Almost all of the Allegro API is mapped. Some of the API is mapped but hasn't been tested yet. See BindingStatus for more details.

Getting Started

There are 3 libraries built by the project:

  1. jalleg-binding: Contains the JNA-based bindings themselves to load and use the Allegro library.
  2. jalleg-framework: framework to make using the binding from Java easier and to support the examples.
  3. jalleg-examples: An example project using jalleg-binding and jalleg-rt.

A companion project, jalleg-rt, provides a pre-built runtime for Java 64 bit on Windows. If you want to run jalleg on Ubuntu, the easiest way is to install from the PPA. Jalleg will search for liballegro.so automatically on the normal ldpaths. If you build Allegro yourself (use WANT_MONOLITH), set AL_NAME environment variable, an example being: export AL_NAME=/home/me/allegro/build/lib/liballegro_monolith.so.5.2, then run jalleg as normal. You can also pass in AL_NAME like java -DAL_NAME=the_path MyProgram or ./gradlew -PAL_NAME=the_path

Maven:

<dependency>
  <groupId>org.gillius</groupId>
  <artifactId>jalleg-framework</artifactId>
  <version>0.1</version>
</dependency>

Gradle:

dependencies {
    compile 'org.gillius:jalleg-framework:0.1'
}

Using Snapshots

If you want to use the latest snapshot, add the snapshot repositories and change the version you depend upon to the latest SNAPSHOT version.

Maven:

<repositories>
  <repository>
    <id>ossrh</id>
    <name>OSSRH Snapshots</name>
    <url>https://oss.sonatype.org/content/repositories/snapshots/</url>
  </repository>
</repositories>

Gradle:

repositories {
    maven {
        url 'https://oss.sonatype.org/content/repositories/snapshots/'
    }
}

If you just want to see an example, download the examples application. Running the bat file there will run the example described later.

Building

Building is quite easy as you need only Java 7+ installed and on your path, and a connection to the Internet.

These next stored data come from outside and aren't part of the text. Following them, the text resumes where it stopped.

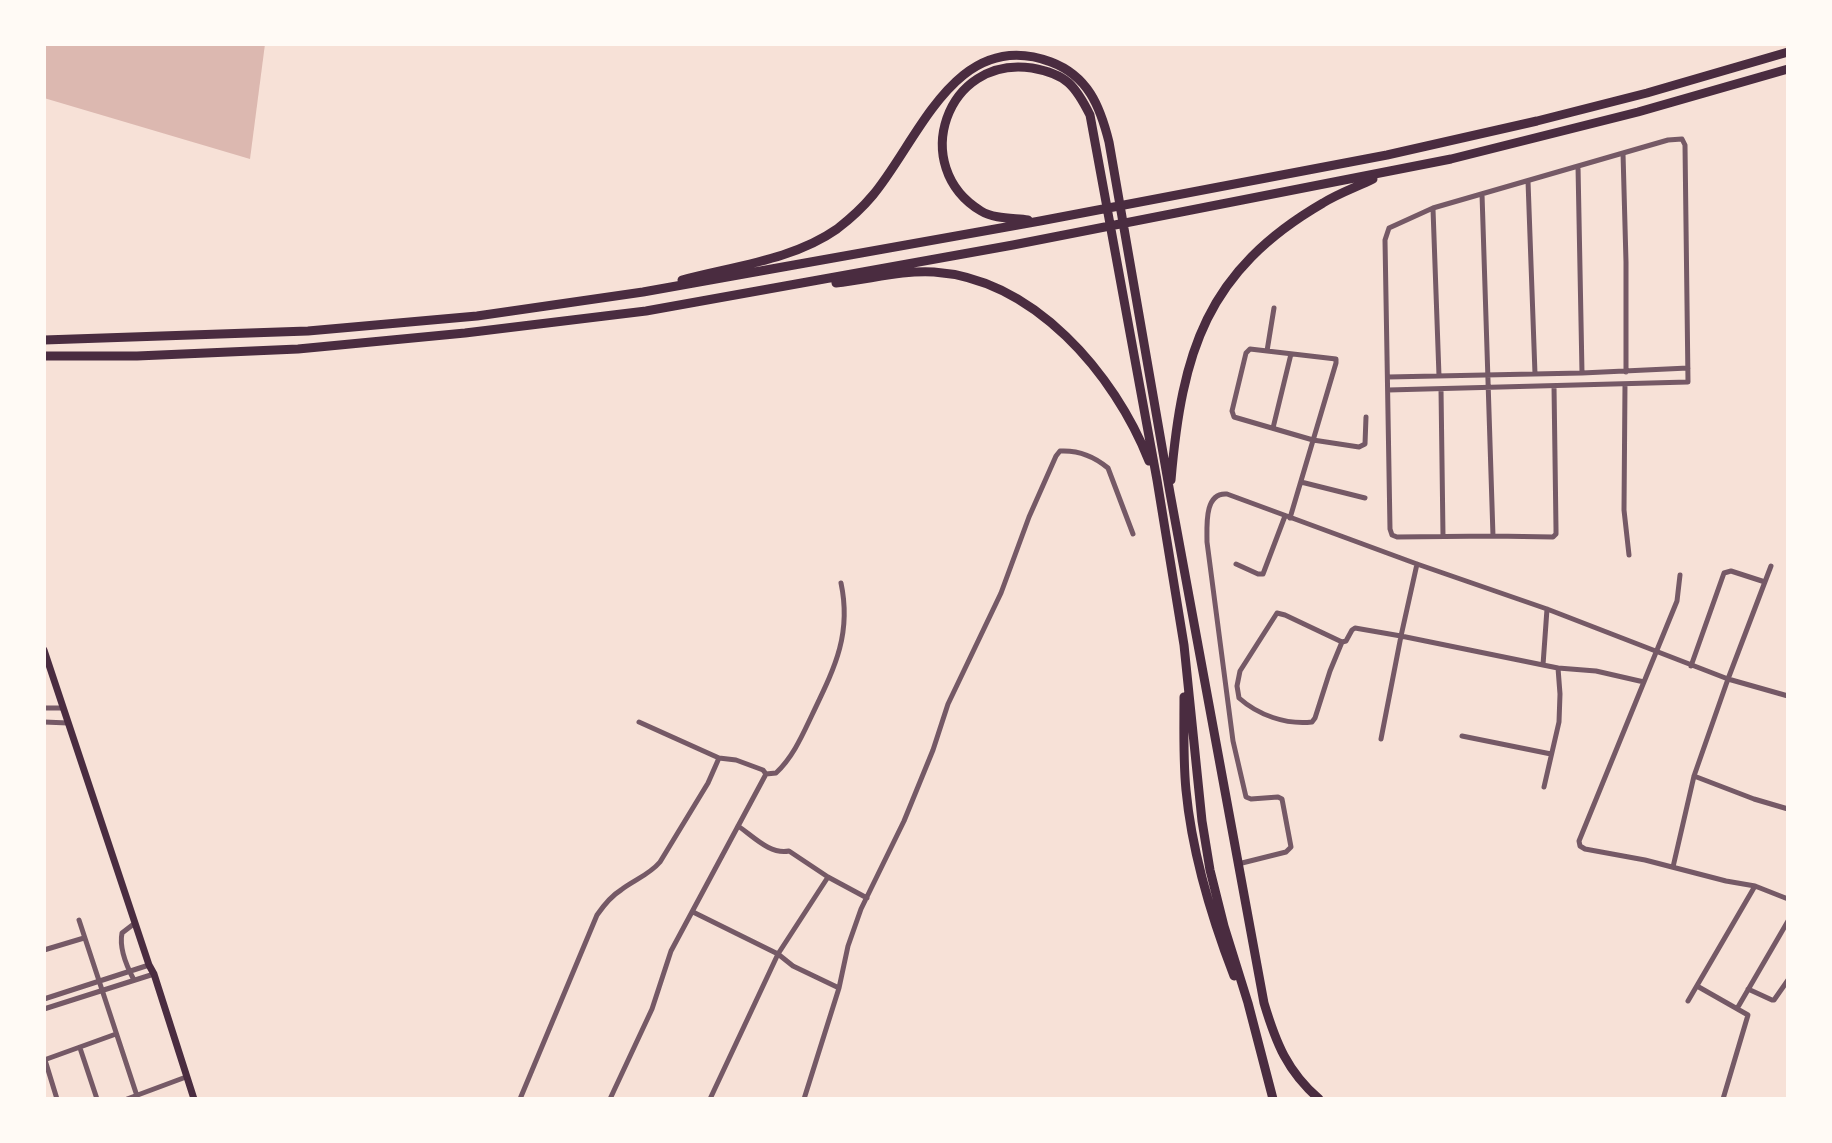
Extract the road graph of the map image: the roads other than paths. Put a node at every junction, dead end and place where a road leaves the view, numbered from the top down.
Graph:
1 (1788, 52) edge
2 (1788, 69) edge
3 (1623, 153) junction
4 (1578, 166) junction
5 (1387, 173) junction
6 (1528, 181) junction
7 (1482, 194) junction
8 (1433, 208) junction
9 (1040, 221) junction
10 (768, 290) junction
11 (643, 292) junction
12 (1274, 308) dead end
13 (44, 340) edge
14 (1267, 351) junction
15 (1291, 354) junction
16 (44, 356) edge
17 (1688, 368) junction
18 (1626, 372) junction
19 (1582, 373) junction
20 (1535, 374) junction
21 (1489, 375) junction
22 (1439, 376) junction
23 (1388, 377) junction
24 (1625, 384) junction
25 (1554, 386) junction
26 (1489, 387) junction
27 (1441, 389) junction
28 (1388, 390) junction
29 (1366, 417) dead end
30 (1273, 428) junction
31 (1313, 440) junction
32 (1157, 480) junction
33 (1301, 482) junction
34 (1170, 493) junction
35 (1365, 498) dead end
36 (1288, 517) junction
37 (1133, 534) dead end
38 (1443, 536) junction
39 (1493, 536) junction
40 (1629, 555) dead end
41 (1236, 564) dead end
42 (1417, 564) junction
43 (1771, 566) dead end
44 (1680, 575) dead end
45 (1765, 582) junction
46 (841, 583) dead end
47 (1547, 609) junction
48 (1401, 636) junction
49 (1342, 642) junction
50 (44, 650) edge
51 (1656, 653) junction
52 (1543, 665) junction
53 (1691, 666) junction
54 (1558, 668) junction
55 (1728, 679) junction
56 (1644, 682) junction
57 (1788, 696) edge
58 (44, 708) edge
59 (63, 708) junction
60 (44, 722) edge
61 (639, 722) dead end
62 (68, 723) junction
63 (1462, 736) dead end
64 (1381, 739) dead end
65 (1551, 755) junction
66 (719, 758) junction
67 (766, 774) junction
68 (1694, 776) junction
69 (1544, 787) dead end
70 (1788, 809) edge
71 (738, 826) junction
72 (1238, 864) junction
73 (1673, 867) junction
74 (828, 877) junction
75 (1755, 886) junction
76 (867, 898) junction
77 (1788, 899) edge
78 (693, 912) junction
79 (79, 920) dead end
80 (1788, 921) edge
81 (135, 923) junction
82 (84, 938) junction
83 (44, 950) edge
84 (778, 954) junction
85 (149, 965) junction
86 (129, 971) junction
87 (154, 974) junction
88 (134, 980) junction
89 (1788, 980) edge
90 (98, 981) junction
91 (1697, 986) junction
92 (839, 988) junction
93 (1748, 989) junction
94 (104, 991) junction
95 (44, 999) edge
96 (1688, 1001) dead end
97 (1738, 1007) junction
98 (44, 1009) edge
99 (116, 1034) junction
100 (80, 1048) junction
101 (44, 1060) edge
102 (186, 1077) junction
103 (137, 1097) edge
104 (57, 1099) edge
105 (97, 1099) edge
106 (127, 1099) edge
107 (194, 1099) edge
108 (520, 1099) edge
109 (610, 1099) edge
110 (710, 1099) edge
111 (804, 1099) edge
112 (1273, 1099) edge
113 (1319, 1099) edge
114 (1723, 1099) edge

1 - 9 highway
2 - 5 highway
3 - 4 street
3 - 17 street
3 - 18 street
4 - 6 street
4 - 19 street
5 - 10 highway
5 - 34 highway
6 - 7 street
6 - 20 street
7 - 8 street
7 - 21 street
8 - 22 street
8 - 23 street
9 - 11 highway
9 - 32 highway
10 - 16 highway
10 - 32 highway
11 - 13 highway
11 - 34 highway
12 - 14 street
14 - 15 street
14 - 30 street
15 - 30 street
15 - 31 street
17 - 18 street
17 - 24 street
18 - 19 street
19 - 20 street
20 - 21 street
21 - 22 street
21 - 26 street
22 - 23 street
23 - 28 street
24 - 25 street
24 - 40 street
25 - 26 street
25 - 39 street
26 - 27 street
26 - 39 street
27 - 28 street
27 - 38 street
28 - 38 street
29 - 31 street
30 - 31 street
31 - 33 street
32 - 112 highway
33 - 35 street
33 - 36 street
34 - 72 highway
36 - 41 street
36 - 42 street
36 - 72 street
37 - 76 street
38 - 39 street
42 - 47 street
42 - 48 street
43 - 45 street
44 - 51 street
45 - 53 street
45 - 55 street
46 - 67 street
47 - 51 street
47 - 52 street
48 - 49 street
48 - 52 street
48 - 64 street
49 - 49 street
50 - 59 main road
51 - 53 street
51 - 56 street
52 - 54 street
53 - 55 street
54 - 56 street
54 - 65 street
55 - 57 street
55 - 68 street
56 - 73 street
58 - 59 street
59 - 62 main road
60 - 62 street
61 - 66 street
62 - 81 main road
63 - 65 street
65 - 69 street
66 - 67 street
66 - 108 street
67 - 71 street
68 - 70 street
68 - 73 street
71 - 74 street
71 - 78 street
72 - 113 highway
73 - 75 street
74 - 76 street
74 - 84 street
75 - 77 street
75 - 91 street
76 - 92 street
78 - 84 street
78 - 109 street
79 - 82 street
80 - 93 street
81 - 85 main road
81 - 86 street
82 - 83 street
82 - 90 street
84 - 92 street
84 - 110 street
85 - 86 street
85 - 87 main road
86 - 88 street
86 - 90 street
87 - 88 street
87 - 102 main road
88 - 94 street
89 - 93 street
90 - 94 street
90 - 95 street
91 - 96 street
91 - 97 street
92 - 111 street
93 - 97 street
94 - 98 street
94 - 99 street
97 - 114 street
99 - 100 street
99 - 103 street
100 - 101 street
100 - 105 street
101 - 104 street
102 - 103 street
102 - 107 main road
103 - 106 street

The project is built with Gradle. Gradle is capable of downloading itself and all dependencies needed to build the project.

Simply get the source code and run gradlew build in Windows or ./gradlew build for Unix-like shells such as BASH.

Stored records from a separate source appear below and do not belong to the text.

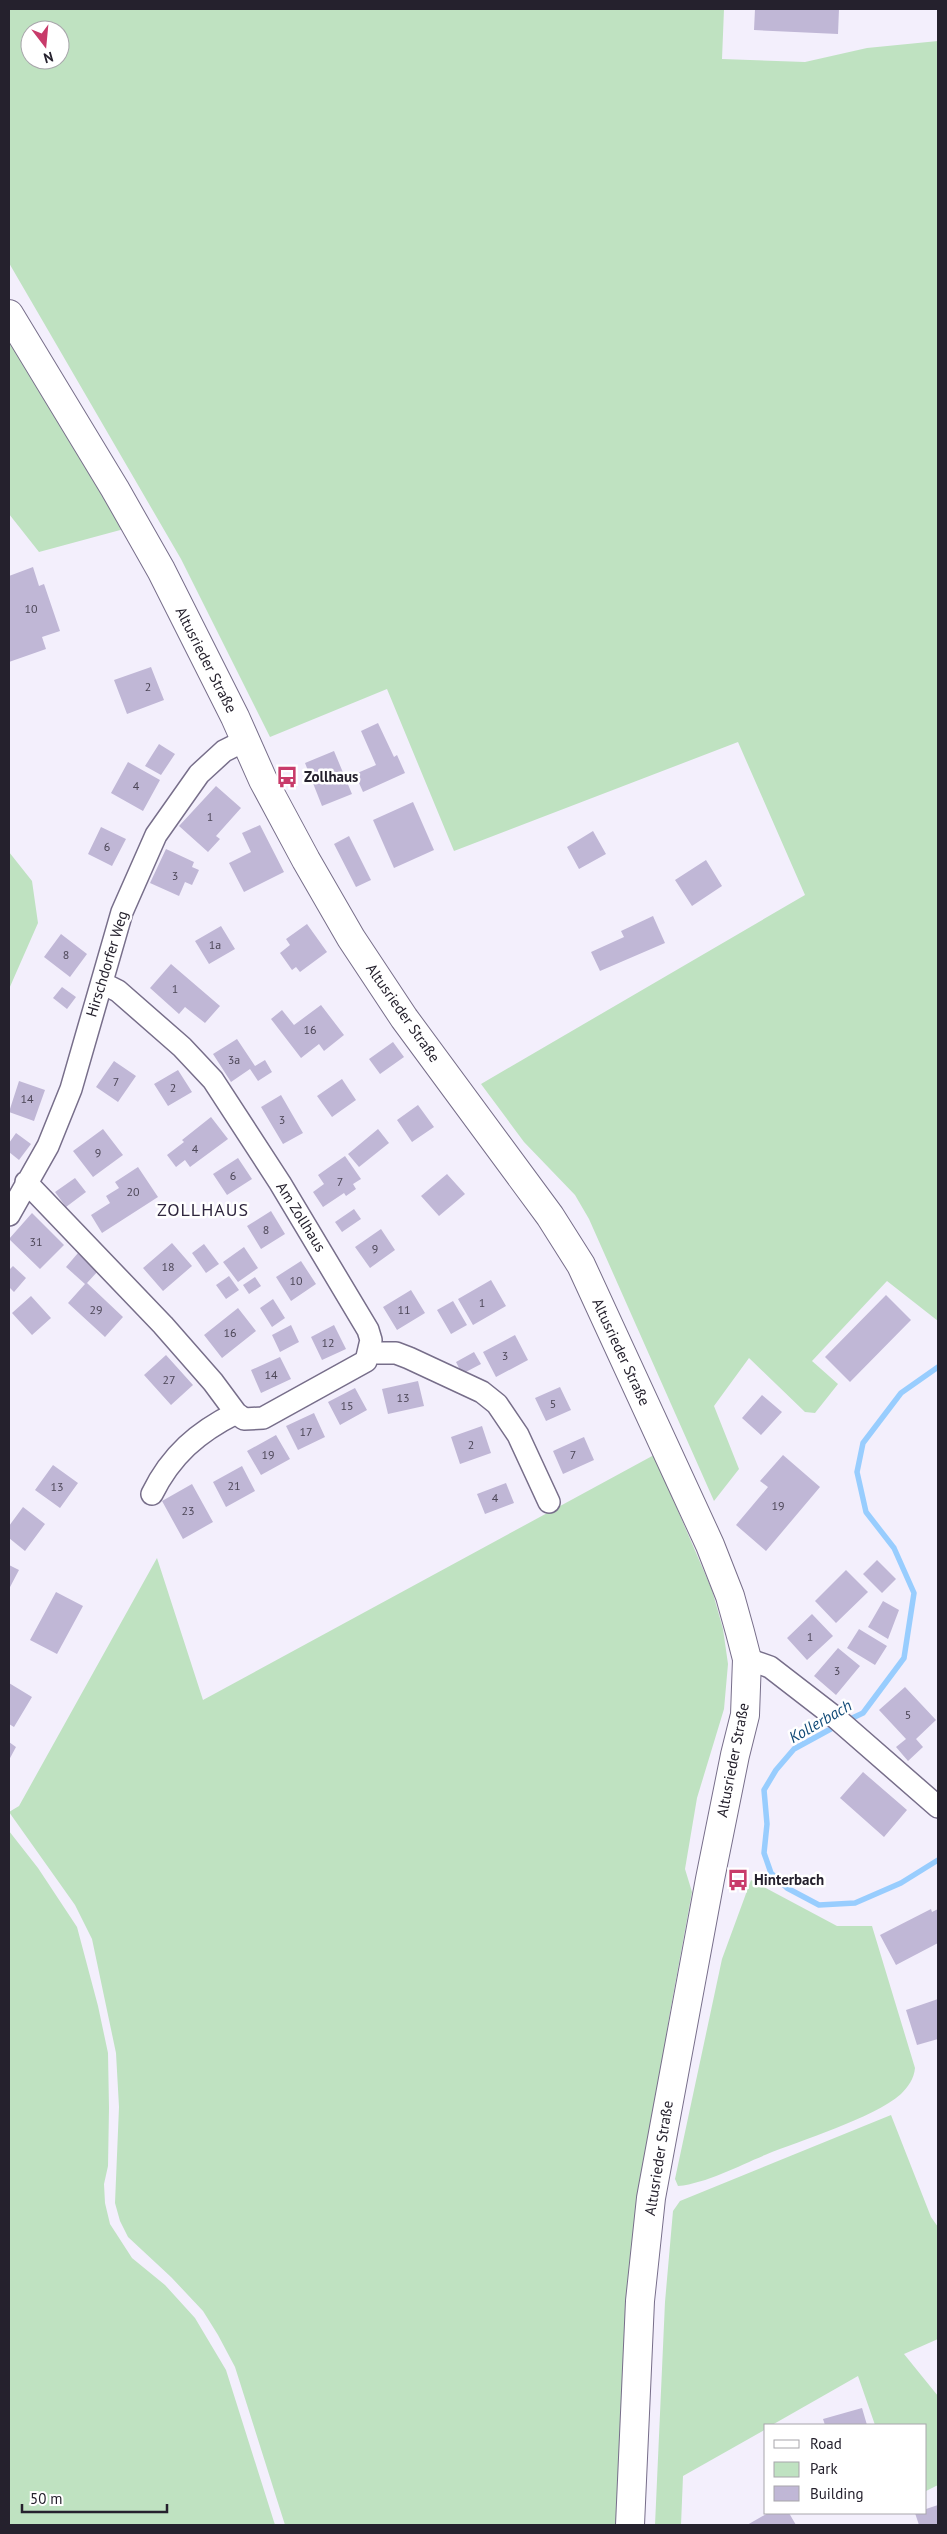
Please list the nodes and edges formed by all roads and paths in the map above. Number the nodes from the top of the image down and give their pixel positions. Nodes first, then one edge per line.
1 (9, 314) edge
2 (246, 740) junction
3 (102, 983) junction
4 (26, 1182) junction
5 (9, 1215) edge
6 (369, 1353) junction
7 (236, 1413) junction
8 (152, 1494) dead end
9 (549, 1502) dead end
10 (747, 1659) junction
11 (938, 1807) edge
12 (630, 2525) edge

1 - 2 main road, Altusrieder Straße
2 - 3 street, Hirschdorfer Weg
2 - 10 main road, Altusrieder Straße
3 - 4 street, Hirschdorfer Weg
3 - 6 street, Am Zollhaus
4 - 5 street, Hirschdorfer Weg
4 - 7 street
6 - 7 street
6 - 9 street
7 - 8 street
10 - 11 street
10 - 12 main road, Altusrieder Straße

If you want to run the example "ball and paddle" game:

gradlew run

Documentation

The binding is a straight port of the Allegro library. Use the official Allegro documentation.

I have started a small tutorial on using jalleg for new Java developers, initially aimed at those who have prior programming experience (such as those using Allegro in C).

Another good place to go for help is the Allegro.cc community, one of the most supportive communities I've ever seen on the Internet and a great help and inspiration to my own learning when I started many years ago.

The Javadoc references are also available: jalleg-binding 0.1, jalleg-framework 0.1

Examples

Here is a very simple example showing how to open a display and clear it to a color:

import static org.gillius.jalleg.binding.AllegroLibrary.*;

/**
 * Displays a 640x480 red window for 1 second.
 */
public class HelloAllegro {
    public static void main(String[] args) throws Exception {
        al_install_system(ALLEGRO_VERSION_INT, null);

        ALLEGRO_DISPLAY display = al_create_display(640, 480);

        al_clear_to_color(al_map_rgb_f(1f, 0f, 0f));
        al_flip_display();
        Thread.sleep(1000);

        al_destroy_display(display);

        al_uninstall_system();
    }
}

A more complicated example can be found for a ball and paddle game, there are two forms, one using only Allegro API and another using jalleg-framework and having some more features. The game uses A and Z to control the left player and up and down arrows to control the right player. In the jalleg-framework version, joystick control is supported for the right player and mouse control works for both players by clicking and holding where you want the paddle to be. The framework version also has sound effects through generating square waves and rumble effects on the joystick if supported when ball collides with the right paddle.